- _Exercise prompt_:
Repeat the lines from the line with "ring tip: (224, 10)" to the line with "pinky dip: (470, 134)" in the listing below, keeping both end lines and adding nothing.

### Dataset ###

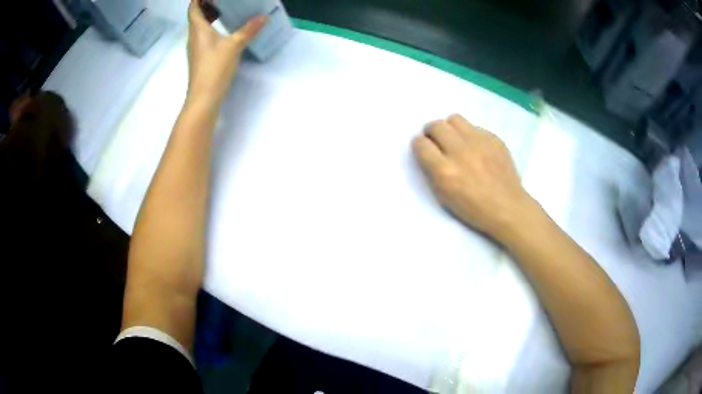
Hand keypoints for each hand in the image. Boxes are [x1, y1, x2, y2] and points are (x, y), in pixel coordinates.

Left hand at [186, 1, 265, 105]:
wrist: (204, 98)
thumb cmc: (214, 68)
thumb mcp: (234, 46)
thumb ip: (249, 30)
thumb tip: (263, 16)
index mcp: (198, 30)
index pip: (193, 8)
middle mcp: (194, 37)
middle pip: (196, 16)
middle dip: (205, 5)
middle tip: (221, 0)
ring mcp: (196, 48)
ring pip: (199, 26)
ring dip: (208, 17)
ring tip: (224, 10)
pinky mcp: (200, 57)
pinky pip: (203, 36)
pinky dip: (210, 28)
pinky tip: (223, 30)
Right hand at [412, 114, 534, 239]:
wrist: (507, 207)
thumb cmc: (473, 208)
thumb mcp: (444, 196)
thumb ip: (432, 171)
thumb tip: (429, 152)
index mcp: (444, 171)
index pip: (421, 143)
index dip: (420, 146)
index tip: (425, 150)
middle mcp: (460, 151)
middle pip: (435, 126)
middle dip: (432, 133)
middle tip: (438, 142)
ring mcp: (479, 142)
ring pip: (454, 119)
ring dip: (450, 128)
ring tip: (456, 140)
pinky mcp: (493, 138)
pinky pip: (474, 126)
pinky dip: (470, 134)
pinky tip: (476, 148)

###
### Dataset ###

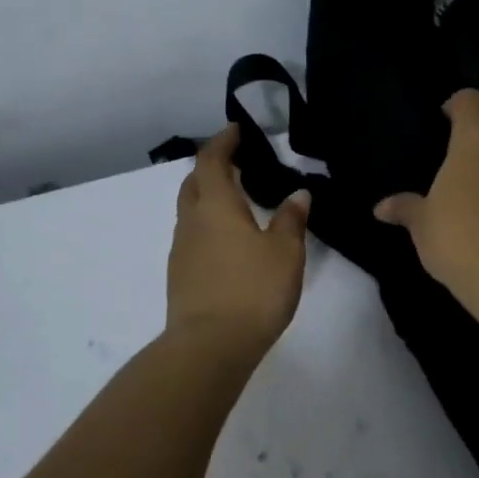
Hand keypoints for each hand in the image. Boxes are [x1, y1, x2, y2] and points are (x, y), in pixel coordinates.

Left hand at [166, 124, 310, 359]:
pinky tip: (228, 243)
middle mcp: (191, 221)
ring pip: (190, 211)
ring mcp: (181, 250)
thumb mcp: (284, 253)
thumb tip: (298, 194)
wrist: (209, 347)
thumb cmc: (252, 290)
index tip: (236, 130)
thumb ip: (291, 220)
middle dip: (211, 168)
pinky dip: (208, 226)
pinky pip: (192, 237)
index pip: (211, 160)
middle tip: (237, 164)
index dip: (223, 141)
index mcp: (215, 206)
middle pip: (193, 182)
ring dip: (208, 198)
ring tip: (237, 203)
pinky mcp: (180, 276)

###

- _Result_:
ring tip: (224, 10)
pinky mcp: (200, 57)
pinky pip: (203, 36)
pinky dip: (210, 28)
pinky tip: (223, 30)
Right hand at [412, 114, 534, 239]:
wrist: (507, 207)
thumb cmc: (473, 208)
thumb mcp: (444, 196)
thumb ip: (432, 171)
thumb tip: (429, 152)
index mcp: (444, 171)
index pip: (421, 143)
index dip: (420, 146)
index tip: (425, 150)
middle mcp: (460, 151)
middle pip: (435, 126)
middle dip: (432, 133)
middle tip: (438, 142)
ring mcp: (479, 142)
ring pip: (454, 119)
ring dip: (450, 128)
ring tip: (456, 140)
pinky mcp: (493, 138)
pinky pip: (474, 126)
pinky dip: (470, 134)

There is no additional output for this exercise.